Michael Hecht, professor of chemistry in collaboration with his research group at Princeton University, has discovered first known de novo protein that catalyzes, or drives, the synthesis of quantum dots. By demonstrating that protein sequences not found in nature may be used to create functional materials, their work opens the door to producing nanomaterials in a more environmentally friendly manner.
By demonstrating that protein sequences not found in nature may be used to create functional materials, their work opens the door to producing nanomaterials in a more environmentally friendly manner.
Michael Hecht, who led the research with Greg Scholes, the William S. Tod Professor of Chemistry and department chair, said, “We’re interested in making life molecules, proteins, that did not arise in life. In some ways, we’re asking, are there alternatives to life as we know it? All life on earth arose from common ancestry. But if we make lifelike molecules that did not arise from common ancestry, can they do cool stuff?”
“So here, we’re making novel proteins that never arose in life doing things that don’t exist.”
The method developed by the scientists allows for fine-tuning of nanoparticle size, which affects the color that quantum dots fluoresce. This opens up opportunities for labeling chemicals present in biological systems, such as in vivo staining of cancer cells.
Because of their sizes, quantum dots have very interesting optical properties: They’re very good at absorbing light and converting it to chemical energy. These properties make them useful for solar panels and photo sensors. Plus, as they can efficiently emit light at a certain desired wavelength, they can be used in making LED screens.
Hecht said, “And because they’re small — composed of only about 100 atoms and maybe 2 nanometers across — they’re able to penetrate some biological barriers, making their utility in medicines and biological imaging especially promising.”
Leah Spangler, lead author on the research and a former postdoc in the Scholes Lab, said, “I think using de novo proteins opens up a way for designability. A key word for me is ‘engineering.’ I want to be able to engineer proteins to do something specific, and this is a type of protein you can do that with.”
“The quantum dots we’re making aren’t great quality yet, but that can be improved by tuning the synthesis. We can improve quality by engineering the protein to influence quantum dot formation differently.”
The scientists employed a de novo protein it created called ConK to catalyze the process based on work done by corresponding author Sarangan Chari, a senior chemist in Hecht’s group.

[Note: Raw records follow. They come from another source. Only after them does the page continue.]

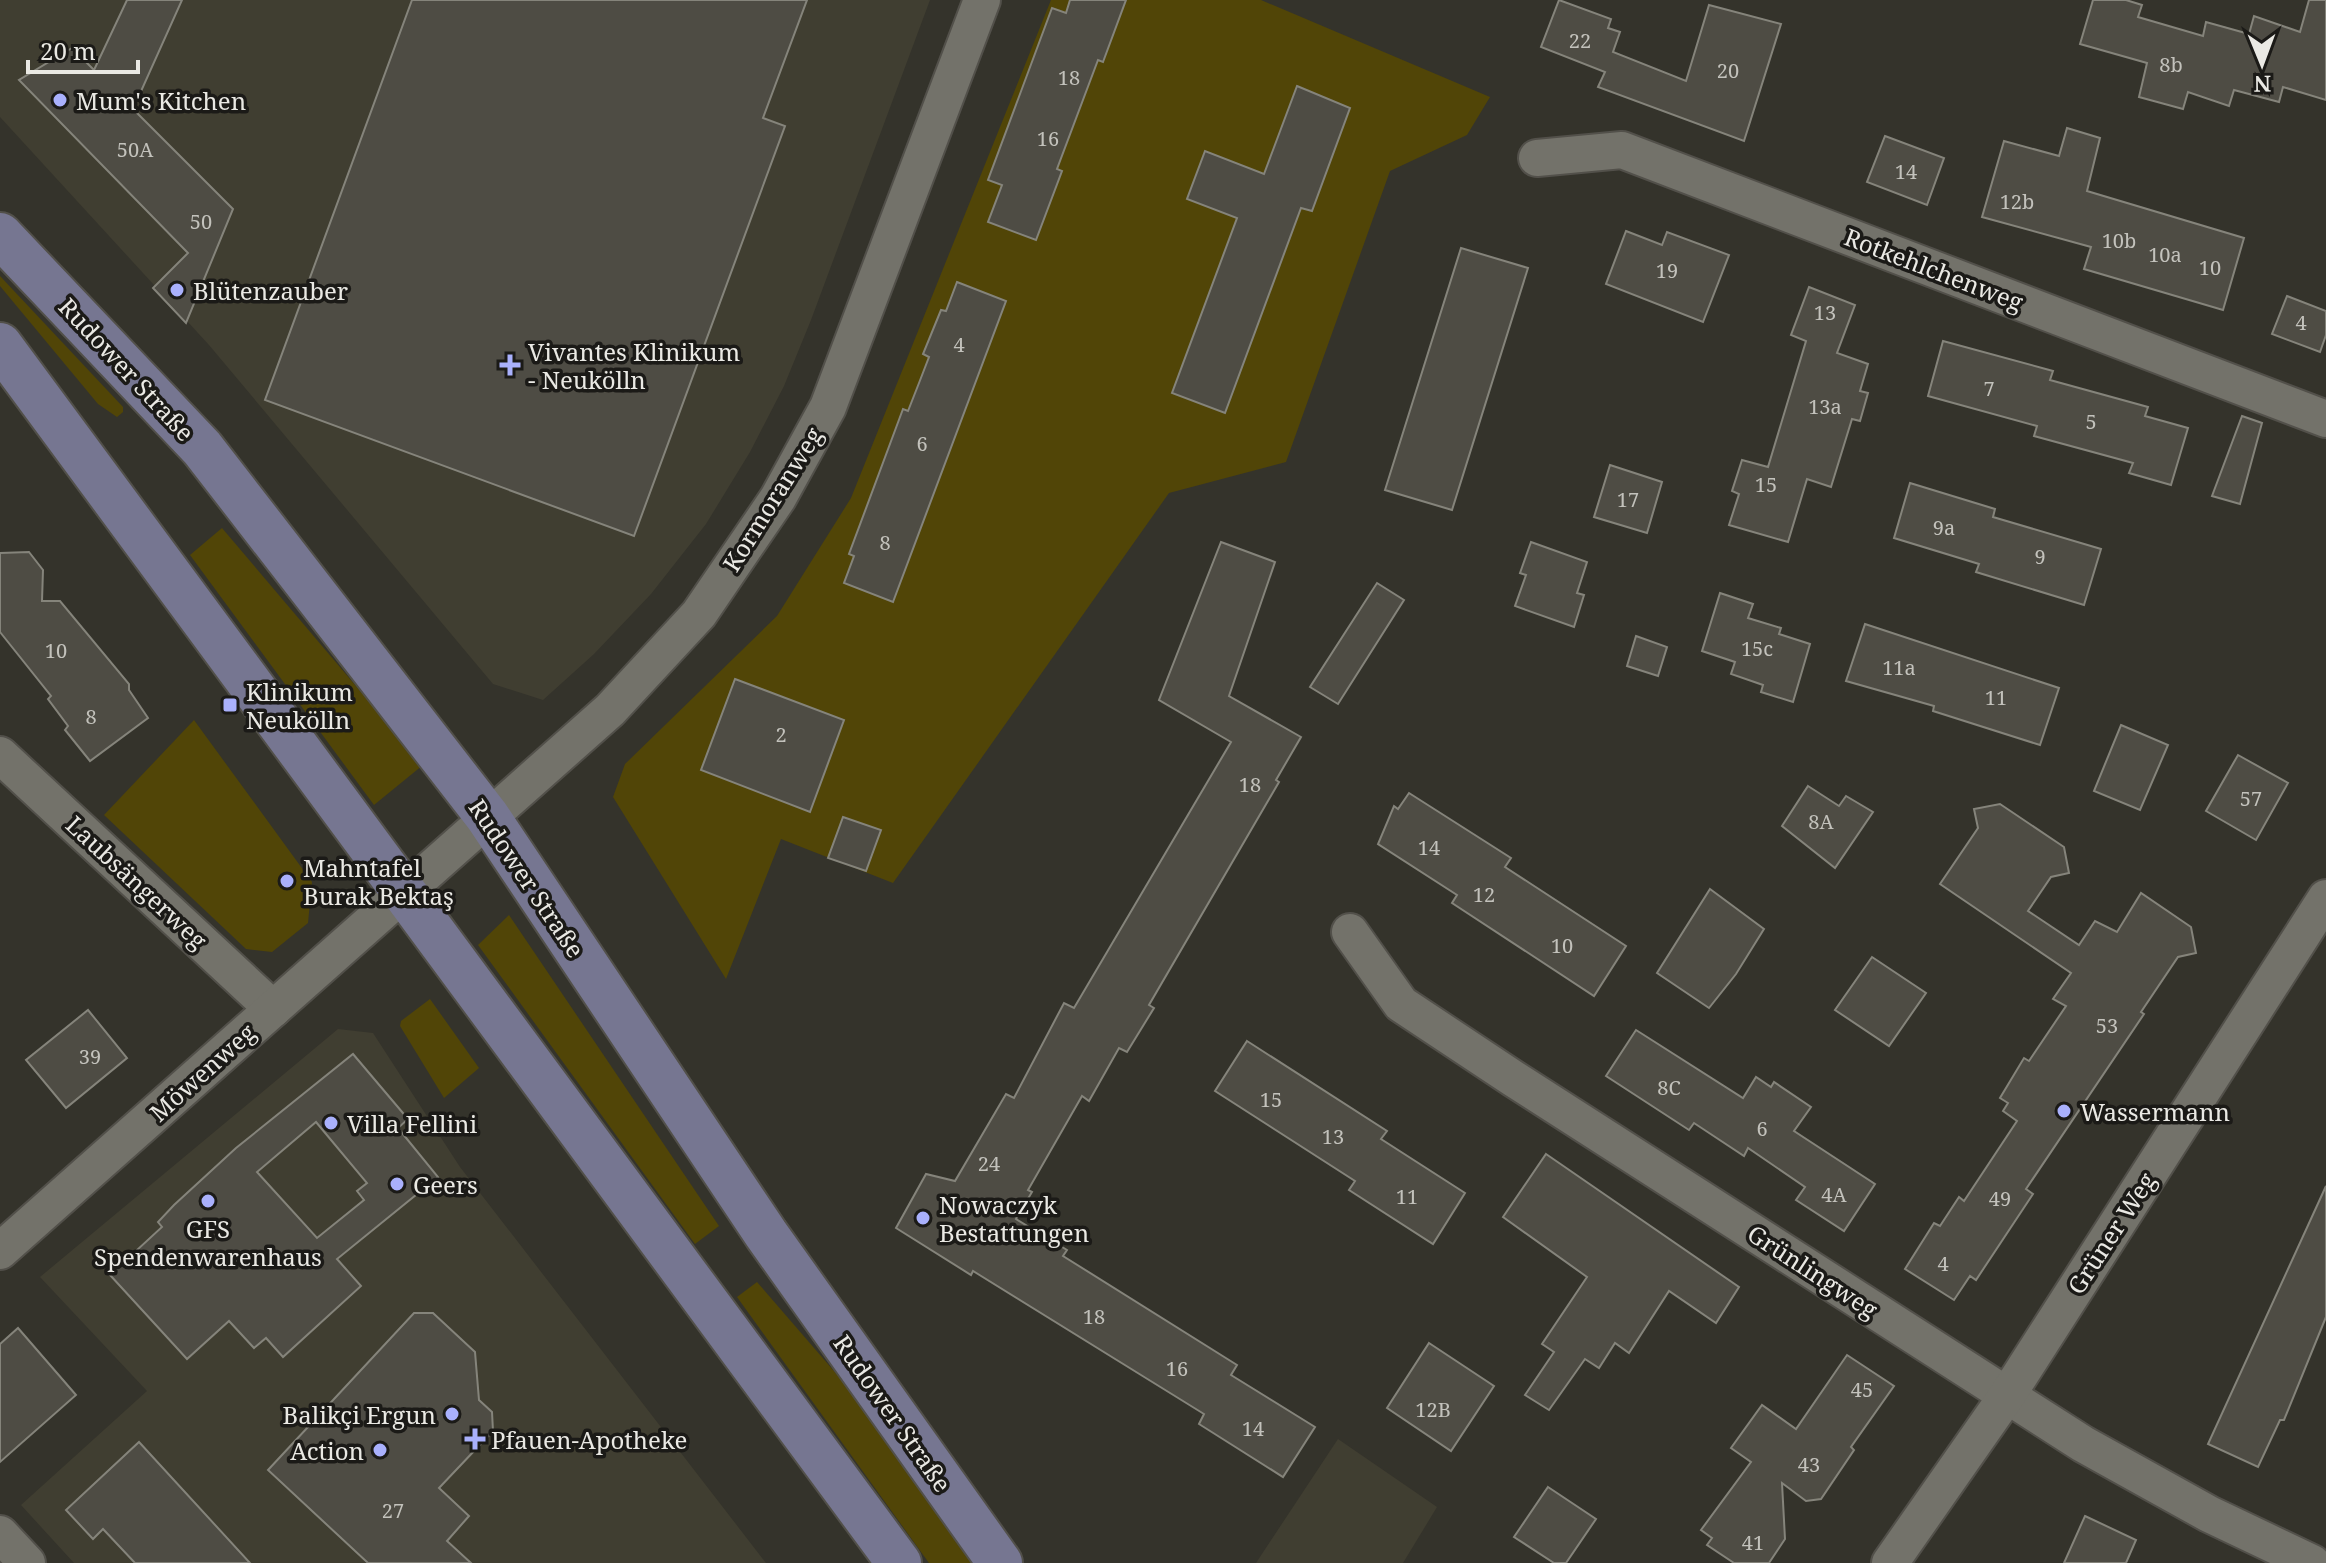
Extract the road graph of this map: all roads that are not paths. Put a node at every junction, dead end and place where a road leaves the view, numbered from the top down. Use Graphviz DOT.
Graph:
graph roads {
  1 [pos="982,0"];
  2 [pos="1537,158"];
  3 [pos="0,235"];
  4 [pos="0,345"];
  5 [pos="2326,419"];
  6 [pos="0,755"];
  7 [pos="487,816"];
  8 [pos="403,891"];
  9 [pos="2326,898"];
  10 [pos="1350,932"];
  11 [pos="273,1009"];
  12 [pos="0,1251"];
  13 [pos="2008,1394"];
  14 [pos="0,1534"];
  15 [pos="27,1563"];
  16 [pos="899,1563"];
  17 [pos="1000,1563"];
  18 [pos="1890,1563"];
  19 [pos="2312,1563"];
  1 -- 7 [label="street, Kormoranweg"];
  2 -- 5 [label="street, Rotkehlchenweg"];
  3 -- 7 [label="main road, Rudower Straße"];
  4 -- 8 [label="main road"];
  6 -- 11 [label="street, Laubsängerweg"];
  7 -- 8 [label="street, Kormoranweg"];
  7 -- 17 [label="main road, Rudower Straße"];
  8 -- 11 [label="street, Möwenweg"];
  8 -- 16 [label="main road"];
  9 -- 13 [label="street, Grüner Weg"];
  10 -- 13 [label="street, Grünlingweg"];
  11 -- 12 [label="street, Möwenweg"];
  13 -- 18 [label="street, Grüner Weg"];
  13 -- 19 [label="street, Grünlingweg"];
  14 -- 15 [label="street"];
}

In 2016, scientists extracted ConK for the first time from a sizable combinatorial library of proteins. It still contains natural amino acids, but because its sequence differs significantly from a natural protein, it is said to be “de novo.”
Scientists found that ConK enabled the survival of E. coli in otherwise toxic concentrations of copper, suggesting it might be useful for metal binding and sequestration. The quantum dots used in this research are made out of cadmium sulfide. Cadmium is a metal, so researchers wondered if ConK could be used to synthesize quantum dots.

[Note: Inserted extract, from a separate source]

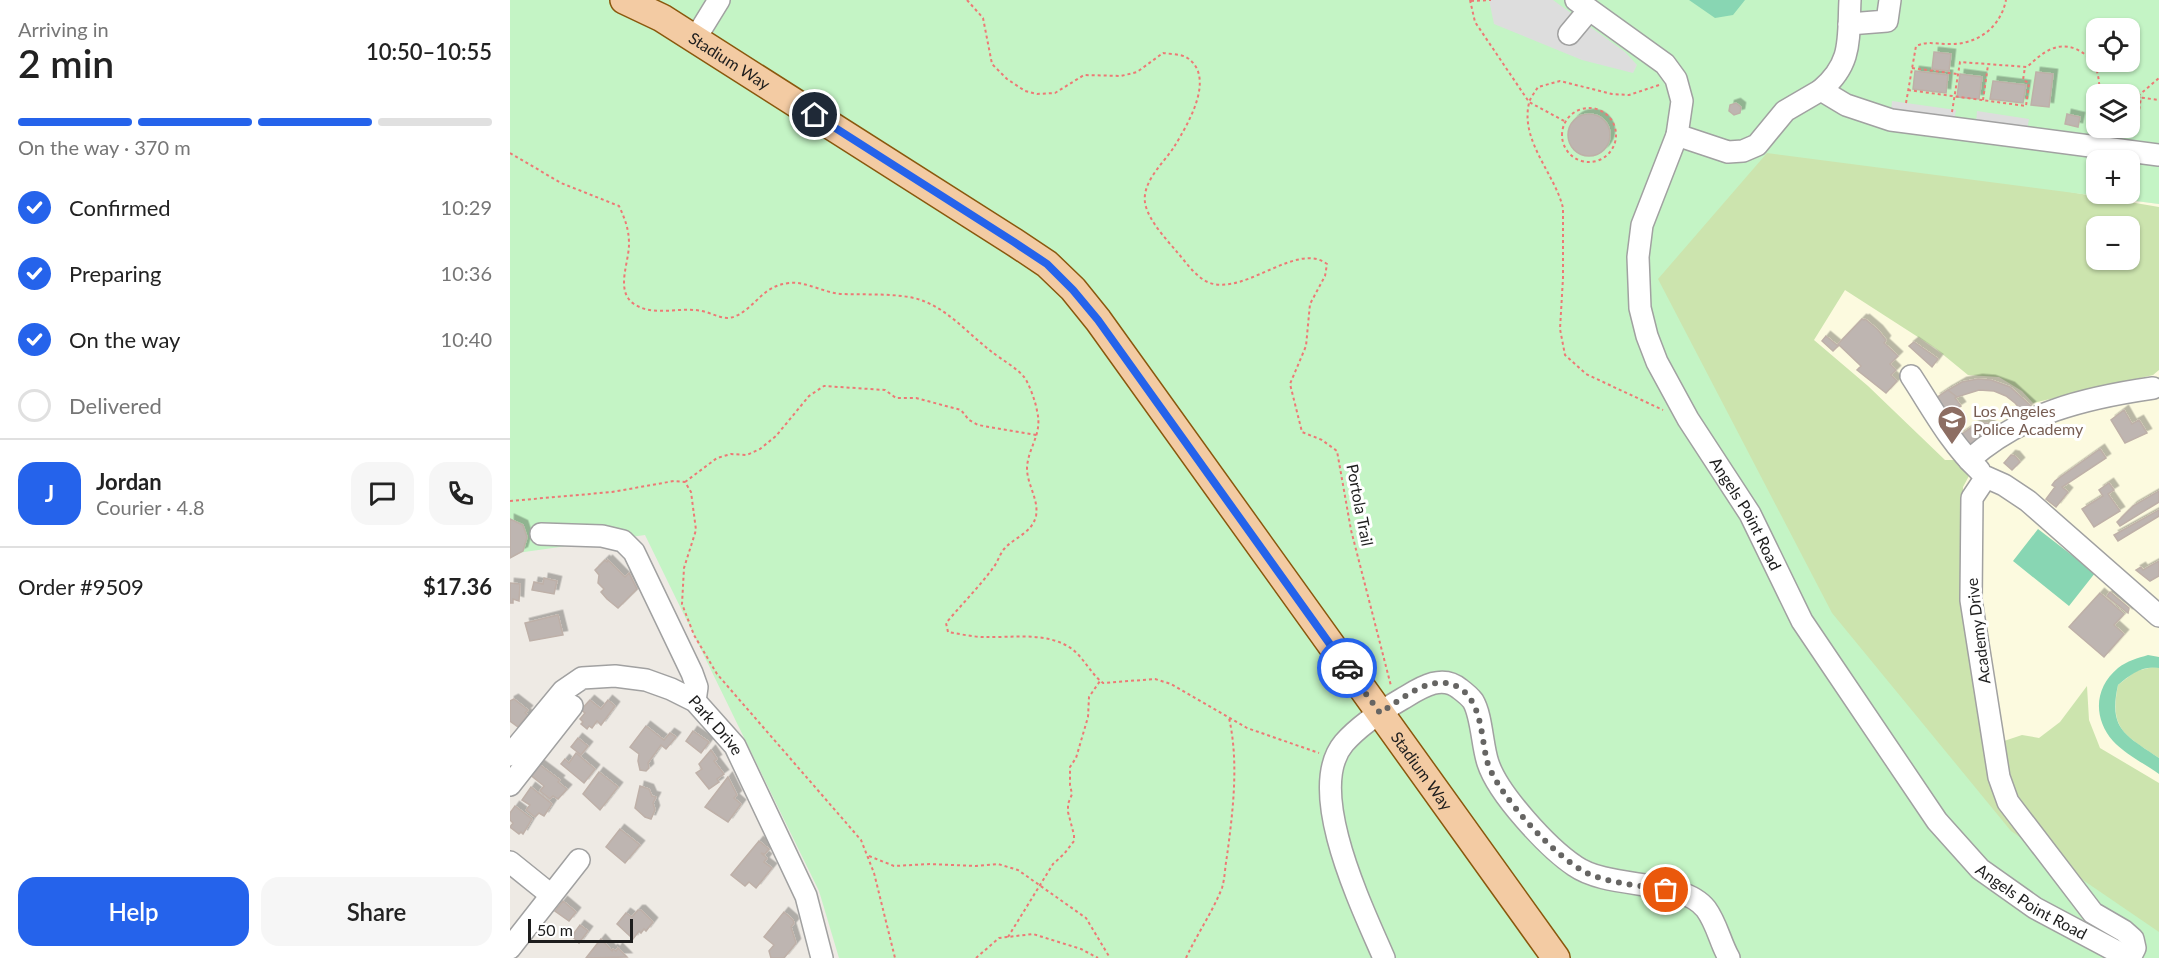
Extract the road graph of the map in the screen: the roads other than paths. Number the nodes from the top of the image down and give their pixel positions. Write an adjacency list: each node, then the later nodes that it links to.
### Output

Spangler said, “The hunch paid off. ConK breaks down cysteine, one of the 20 amino acids, into several products, including hydrogen sulfide. That acts as the active sulfur source that will then react with the metal cadmium. The result is CdS quantum dots.”
“To make a cadmium sulfide quantum dot, you need the cadmium source and the sulfur source to react in solution. What the protein does is make the sulfur source slowly over time. So, we add the cadmium initially, but the protein generates the sulfur, which then reacts to make distinct sizes of quantum dots.”